Geetanjali Mukherjee

Wednesday, November 13, 2013

Colourful Creativity: A Lesson from Rangoli


Early this November Indians worldwide celebrated the Festival of Lights, Diwali. In my house, one of the annual traditions is a colourful design drawn on the floor, usually near the entrance, with either dry coloured powder or flower petals, or both, called a ‘Rangoli’.

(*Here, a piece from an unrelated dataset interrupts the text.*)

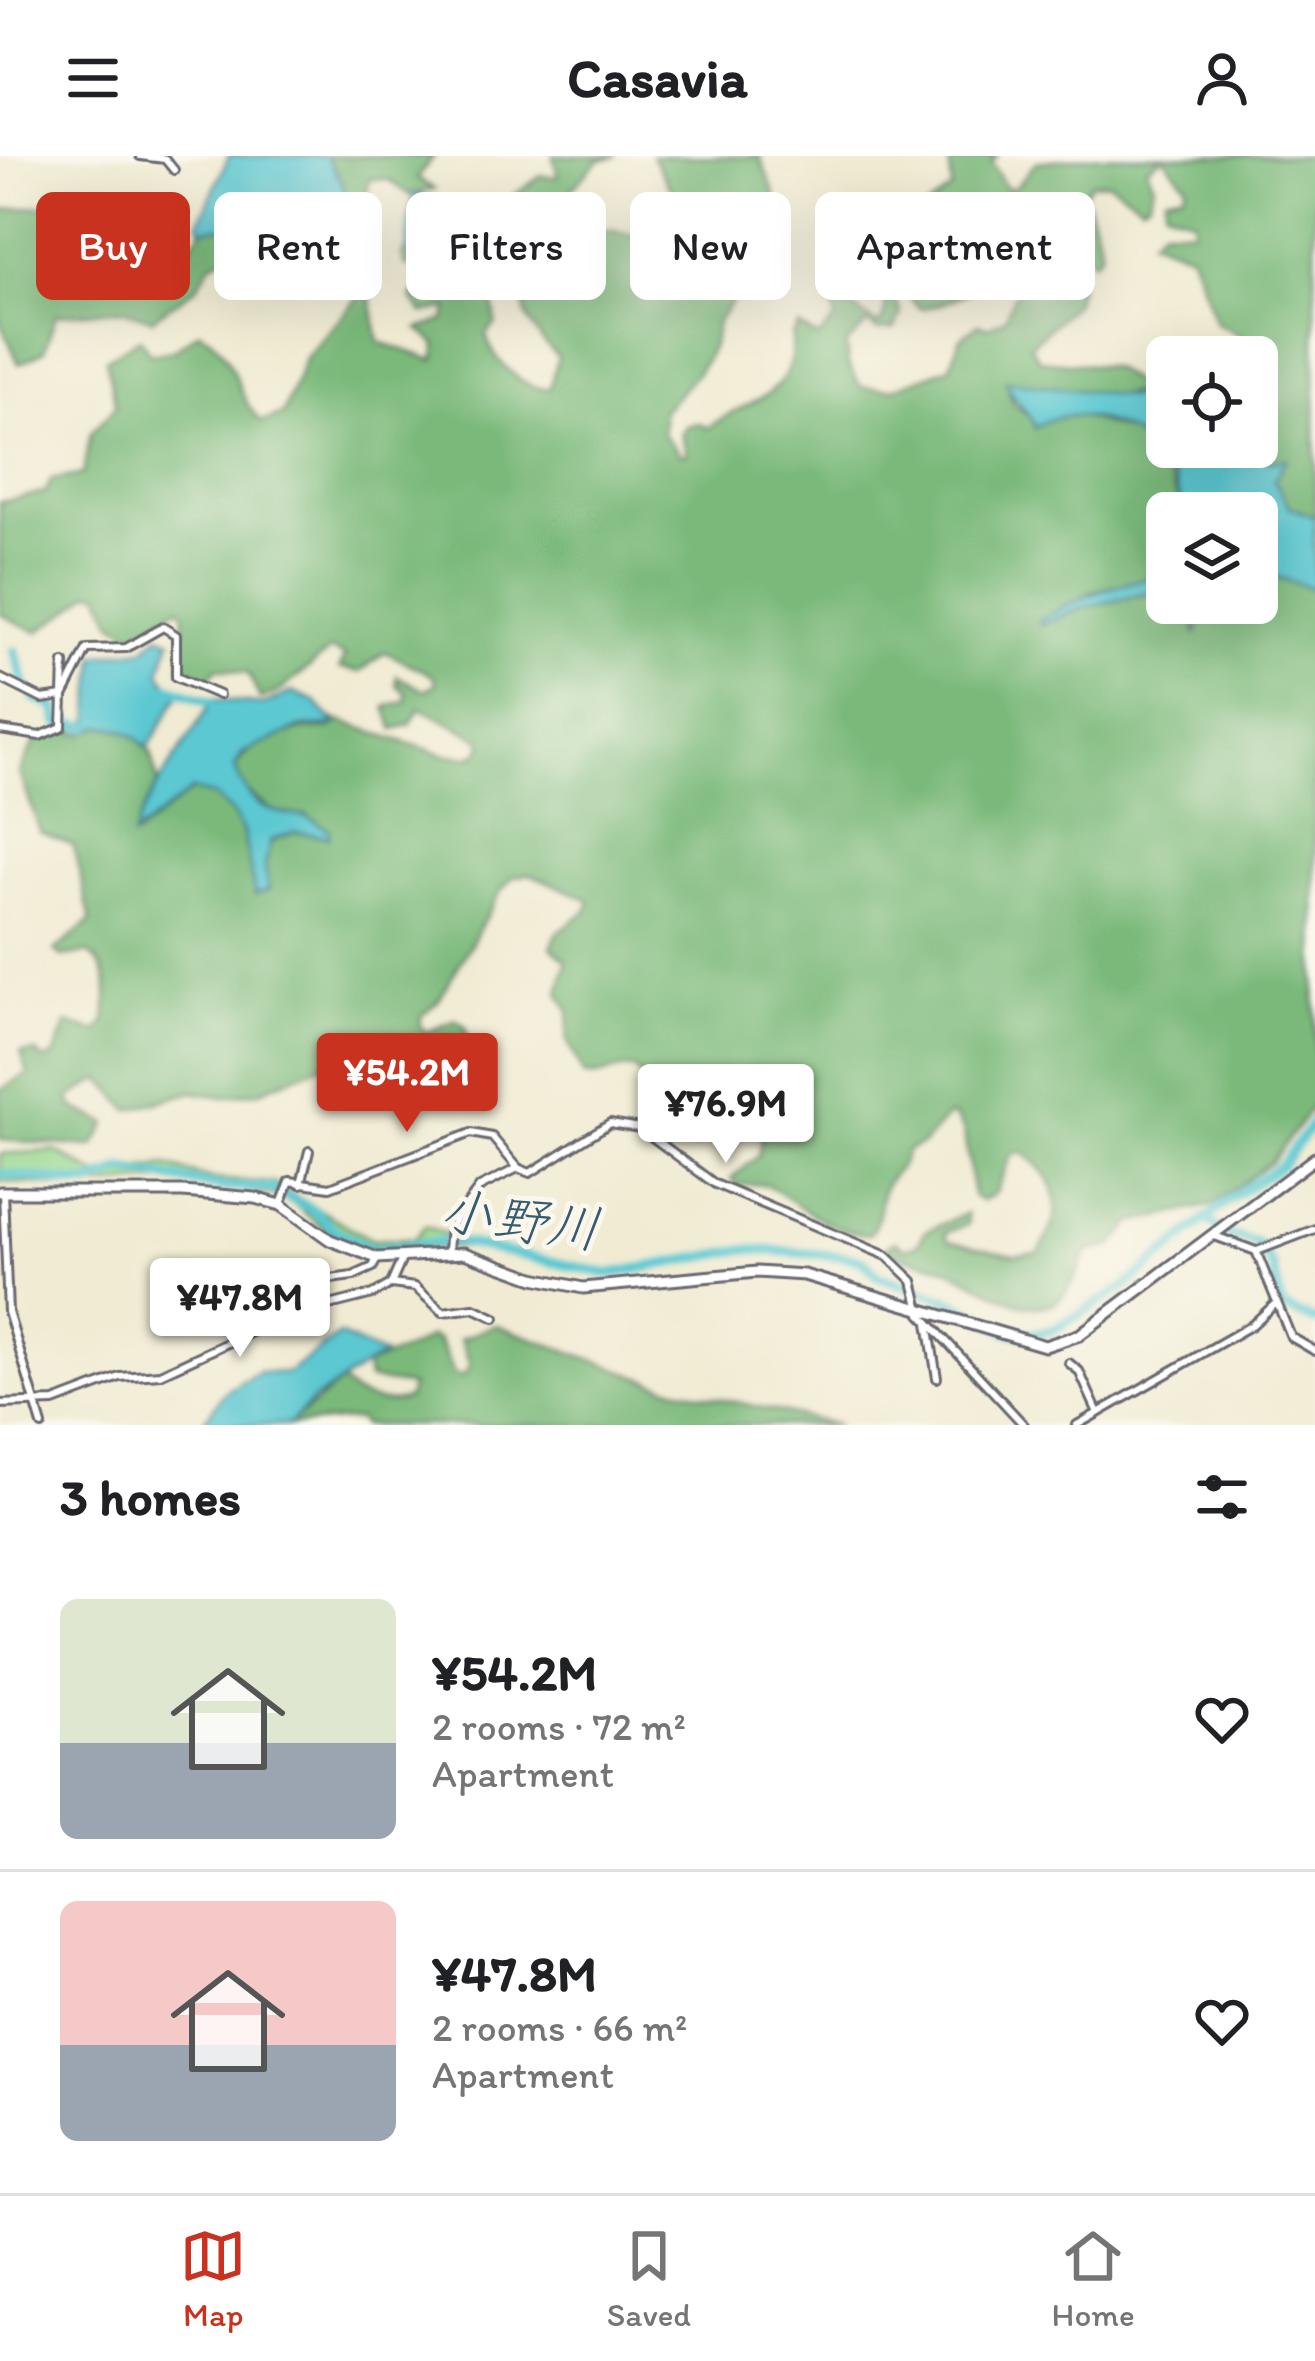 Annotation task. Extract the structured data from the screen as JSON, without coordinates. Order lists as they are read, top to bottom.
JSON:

This year, we decided to keep it simple, and instead of buying a lot of new colours for the rangoli, we would simply reuse the leftover colours from the last few years. When I finally sat down to fill the design drawn by my mom (another tradition, she draws, I fill), I realised that some of the colours only had a tiny amount left, not enough for an entire section. One had even lost its original colour, and all that remained was a dirty grey hue. My mom and I puzzled over what to do, and initially I embarked on using the colours I had in larger quantities.
But soon I tired of the same colours, and wanted a change. That’s when we decided to mix different shades of the same colour together, using up different types of yellow in varying quantities, or mixing different pinks together. It turned out quite well, so I decided to be bolder, and mix blue and green to form a new shade. That resulted in my favourite colour, teal, and became the focal point of the finished design. And in the process, I discovered that I could mix the colours together to form more interesting tints, and there was no need to be confined to the traditional hues sold by the merchants every year.
I also learnt a larger lesson about creativity. Sometimes we look at what we have in front of us to complete a project, our resources, our time, maybe even our talent, and we feel discouraged thinking that it is insufficient to create something beautiful or accomplished. We tell ourselves that if only we had better quality materials, more time, if only we had more skills, we could create a masterpiece. However, this experience taught me that sometimes scarce resources lead us to improvise and maybe even innovate in a way that we couldn’t have imagined with unlimited resources. In Twyla Tharp’s excellent book about creativity, she makes this very same point.
Sometimes, even when we have just a few minutes or only a few materials, we can create something remarkable. This Diwali I was happy to simply continue our tradition of creating a rangoli, and create something that was just passable. However, it turned out that it was the best rangoli we had ever made.